At any rate, you can't argue with this:

In 1933, at age 19, she swam in the nude in the notorious Czech film "Ecstasy." Often called the most beautiful woman in the world, she married badly — to a domineering Austrian munitions manufacturer — and escaped by drugging the maid and climbing out a window. She made her way to Hollywood, where she starred in movies with Spencer Tracy, Clark Gable and Jimmy Stewart.

Then there is the less known chapter of her life. In World War II, she offered her services as an inventor of weapons, coming up with a brainstorm that helped lead to wireless Internet and cellphones.
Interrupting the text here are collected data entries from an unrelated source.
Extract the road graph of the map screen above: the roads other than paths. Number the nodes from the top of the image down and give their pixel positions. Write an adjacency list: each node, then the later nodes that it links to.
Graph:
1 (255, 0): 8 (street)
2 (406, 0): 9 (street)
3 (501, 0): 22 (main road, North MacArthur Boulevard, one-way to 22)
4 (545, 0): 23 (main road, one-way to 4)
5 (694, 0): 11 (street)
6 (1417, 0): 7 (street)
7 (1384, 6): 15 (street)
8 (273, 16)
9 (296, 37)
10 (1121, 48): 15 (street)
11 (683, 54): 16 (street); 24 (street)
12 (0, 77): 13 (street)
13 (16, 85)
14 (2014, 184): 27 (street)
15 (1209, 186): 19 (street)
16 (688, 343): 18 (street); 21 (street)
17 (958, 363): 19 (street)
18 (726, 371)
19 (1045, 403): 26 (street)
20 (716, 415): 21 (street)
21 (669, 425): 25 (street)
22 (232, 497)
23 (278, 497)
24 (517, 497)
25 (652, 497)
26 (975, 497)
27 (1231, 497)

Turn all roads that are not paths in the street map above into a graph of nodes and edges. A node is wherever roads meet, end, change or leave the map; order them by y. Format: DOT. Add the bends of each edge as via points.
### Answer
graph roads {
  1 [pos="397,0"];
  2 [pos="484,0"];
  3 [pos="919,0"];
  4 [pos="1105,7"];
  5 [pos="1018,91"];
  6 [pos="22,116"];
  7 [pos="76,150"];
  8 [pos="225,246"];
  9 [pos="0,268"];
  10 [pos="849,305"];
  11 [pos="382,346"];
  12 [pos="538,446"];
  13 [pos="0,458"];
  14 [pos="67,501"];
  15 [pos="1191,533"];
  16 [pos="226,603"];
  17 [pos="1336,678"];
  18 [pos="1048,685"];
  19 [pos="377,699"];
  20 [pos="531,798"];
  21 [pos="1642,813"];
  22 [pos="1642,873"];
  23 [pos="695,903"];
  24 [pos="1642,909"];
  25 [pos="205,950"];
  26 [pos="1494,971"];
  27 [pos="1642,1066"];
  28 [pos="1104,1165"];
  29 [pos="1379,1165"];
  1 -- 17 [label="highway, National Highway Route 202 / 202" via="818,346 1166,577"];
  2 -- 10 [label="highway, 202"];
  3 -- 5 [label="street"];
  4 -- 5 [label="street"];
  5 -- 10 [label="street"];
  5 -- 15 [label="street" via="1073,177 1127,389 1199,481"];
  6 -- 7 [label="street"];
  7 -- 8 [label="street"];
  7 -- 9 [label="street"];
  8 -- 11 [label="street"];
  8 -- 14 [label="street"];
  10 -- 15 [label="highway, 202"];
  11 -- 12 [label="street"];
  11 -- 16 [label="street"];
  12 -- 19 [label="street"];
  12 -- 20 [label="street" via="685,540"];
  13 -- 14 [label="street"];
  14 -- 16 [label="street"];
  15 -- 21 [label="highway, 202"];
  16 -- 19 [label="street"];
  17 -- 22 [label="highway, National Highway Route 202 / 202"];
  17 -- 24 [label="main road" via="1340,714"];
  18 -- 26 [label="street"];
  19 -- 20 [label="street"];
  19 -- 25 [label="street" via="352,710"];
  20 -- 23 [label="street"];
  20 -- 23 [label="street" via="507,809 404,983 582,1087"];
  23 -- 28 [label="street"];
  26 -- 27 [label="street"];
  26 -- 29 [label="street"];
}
The Hedy Lamarr story: does it sound like the plot of a movie?


Let us just hope it's a good movie. (But could she have met James Bond? I'm just asking...)

Item the Third, though not in importance. Small Beer Press has put up info on its Richard Butner chapbook, to debut I believe in the not too distant future. Order now, cool kids, for everyone on your block will want one.

worm: Oh, I really don't have one. Since the most earsticky thing of my day was radio Nirvana.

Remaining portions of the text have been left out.